ループするメイドは破滅ルートを回避したい!はずが、なぜか宰相様の溺愛ルートに入ってしまいました!?
 初めは本当に雑用?なんて思っていたけれど、すぐにそんな文句なんてどこかへ吹き飛んでしまった。それは、前を歩くセドリックの姿がどこまでも頼もしくて、その背中を追いかけることに必死だったからかもしれない。

(……開けてみよう)

 ぱちん、と留め具を外す。
 中を開いて覗くと書類や地図、現地で渡された資料。セドリックが時おりペンを走らせていたノートなど雑然と入っていた。

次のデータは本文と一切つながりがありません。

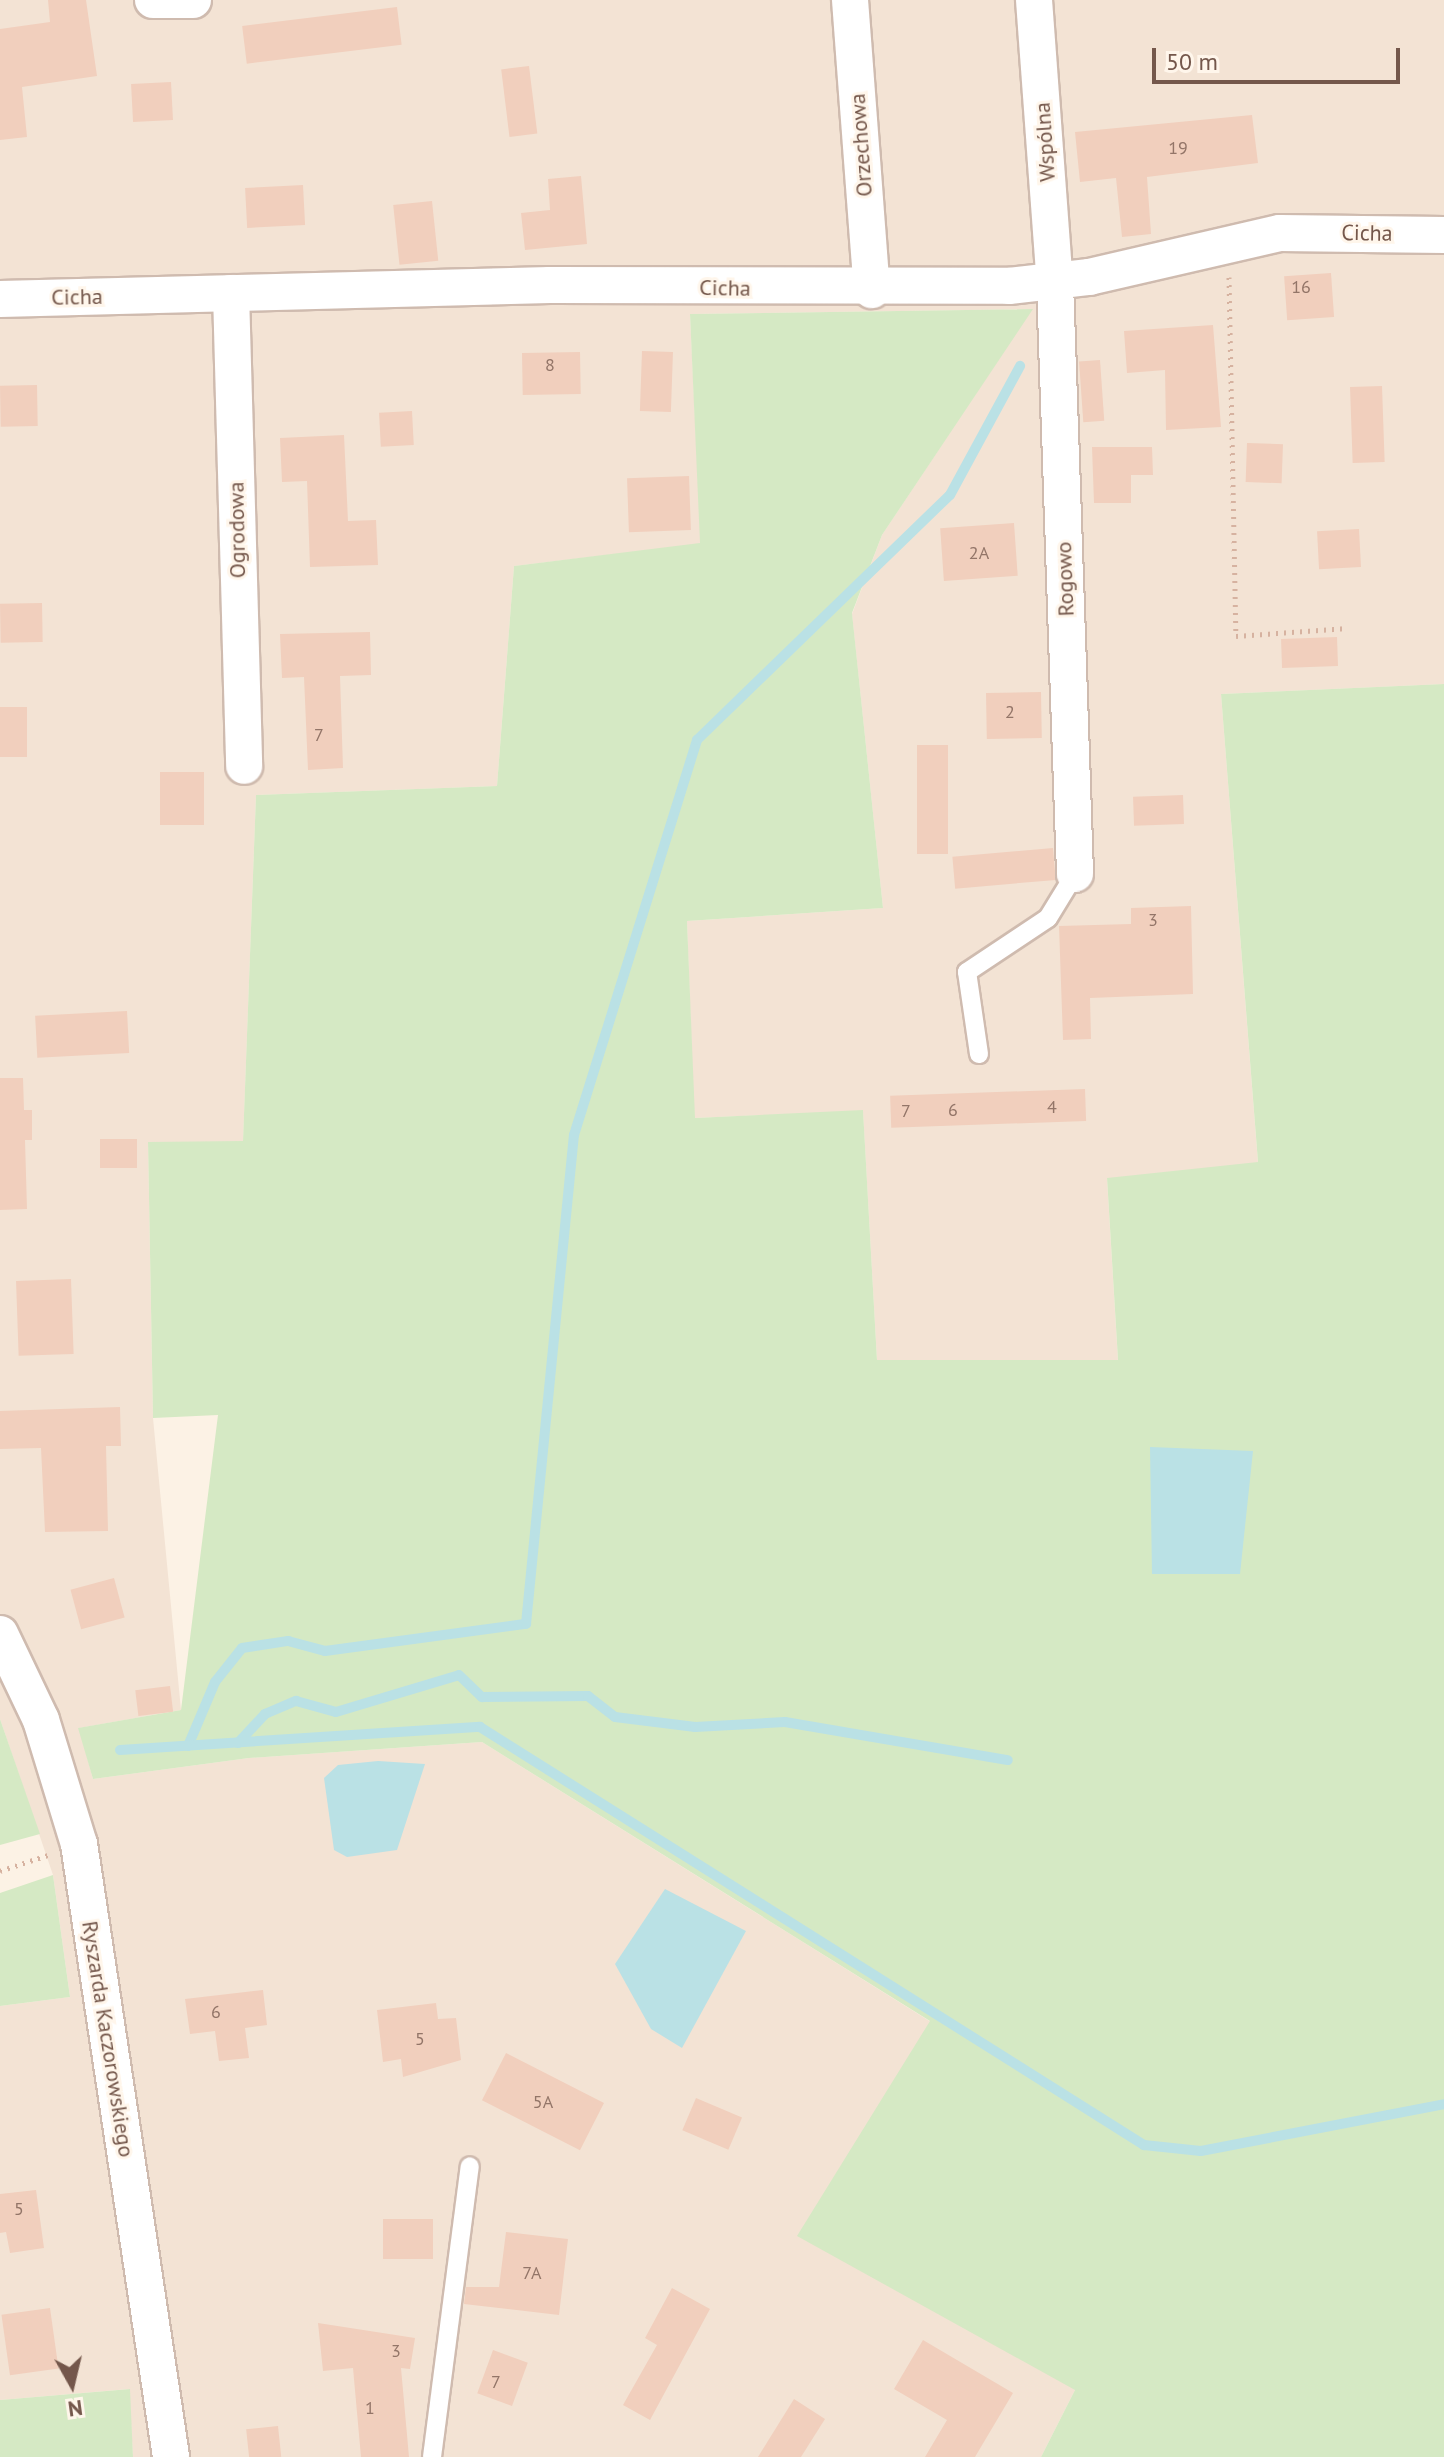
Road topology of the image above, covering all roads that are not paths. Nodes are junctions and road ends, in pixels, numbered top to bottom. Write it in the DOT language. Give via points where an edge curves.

 重かったはずだ。でもそれらがすべてちゃんと意味のある重さだったと今は分かる。

(そうだ、あとで見やすいように視察した順番に整理しておこう)

 鞄の中の書類の束を慎重に取り出して、丁寧に一枚一枚めくっていく。
 視察した順番を思い出しながら、商店のもの、物価の記録、住民の意見――それぞれを分かりやすいように並び替えていく。

 たったそれだけのこと。
 けれどアリアにとっては大切な作業だった。

 馬車の中は、静かだった。
 聞こえるのは、車輪が石畳をゆくリズムと、セドリックの安らかな寝息だけ。

(きっと自分にできることはまだ少ない。それでも……少しでもこの人の役に立てるなら)

 胸の奥に、小さな灯が灯る。
 それは誰にも知られない、小さな恩返しだった。